The next day we explored the settlement on Grand Cay which turned out less than impressive. The town appeared quite depressed and economically desperate. Like West End and 8 mile rock, it wasn't much more than homes and a BTC store. I was confused as to which were homes and which were shops because the shops looked like homes and the homes (like the shops) had their doors open. Without careful study of the home, one wouldn't realize that they had walked into someone's living room until it was much too late. We didn't explore much beyond looking for ice cream (which was to no avail) as we grew famished under the hot sun. I'm sure it's better there than we found, but we were more impressed by the beach than the town. We also had the sour taste of stressful navigation in our mouths from the day before which put a little damper on things.
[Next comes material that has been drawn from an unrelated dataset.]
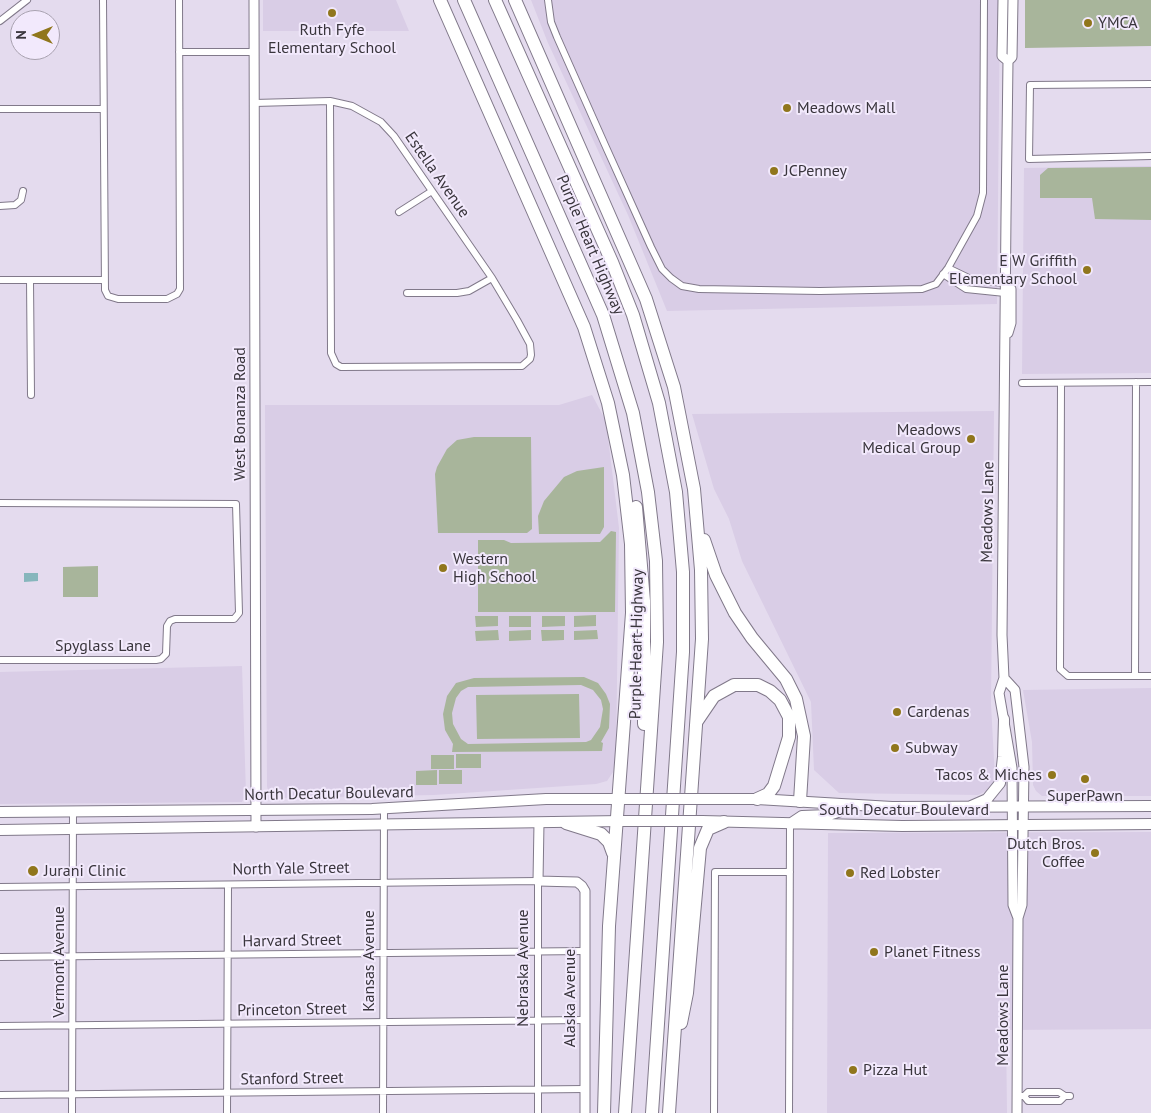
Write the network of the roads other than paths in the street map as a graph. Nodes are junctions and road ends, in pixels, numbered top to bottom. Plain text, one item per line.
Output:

Beachcomber on Grand Cay Beach off Wells Bay
Later that day Rev and I enjoyed the beach while Kai worked. She played on her boogie board while we searched for shells and conch. The beach was long and uninhabited except for the common trash found on many beaches here. It's a curious thing how beaches can remain initially pristine yet full of trash upon a closer look. We've found a lot of trash on the beaches of inhabited islands as there isn't much to do with trash except dump it on an island or in the sea. Some islands have settlements but no landfill/dump/incinerator, or other means of trash disposal. They do have a trash boat but it's unclear if the boat goes out to sea or takes the refuse to another island that has a landfill. We've heard reports of both avenues of "disposal." (On a side note, I found a really great conch shell.)
This has historically been one of the more difficult realizations of being in another country for me. In the US we grow up so arrogantly to think that we are more advanced than other countries. For me, I assumed recycling and trash removal were adequate in remedying our waste. In my early 20s I worked at a recycling company, which both bolstered my confidence in the world and opened my eyes to the reality of waste in the world. Many of the people who have recycling accessible to them don't recycle. Zoom the lens out to include places that don't have a highly educated, progressive view on waste (Minneapolis and Saint Paul residents are quite environmentally minded) and the rates plummet. Zoom out even further to include careless large corporations and countries without infrastructure resources to devote anything to waste and the picture grows more bleak. The arrogance or even confidence that we're caring for the land obscures the state of affairs at the whole world level. I could go on and on.
Did these conch order takeout?
Our immediate recourse for this is to keep all of our trash until we get to an island with a "landfill," and keep all of our recyclables until we return to the United States. We'd keep all the trash if possible but there simply isn't enough room (or nose plugs) available. It isn't the perfect solution and I'll be thinking of ways to reduce our waste with future provisioning. It's quite difficult to keep food fresh for long periods without the use of plastic, metal, and glass. Maybe the solution is to cruise Europe where I'm sure they have these issues solved already?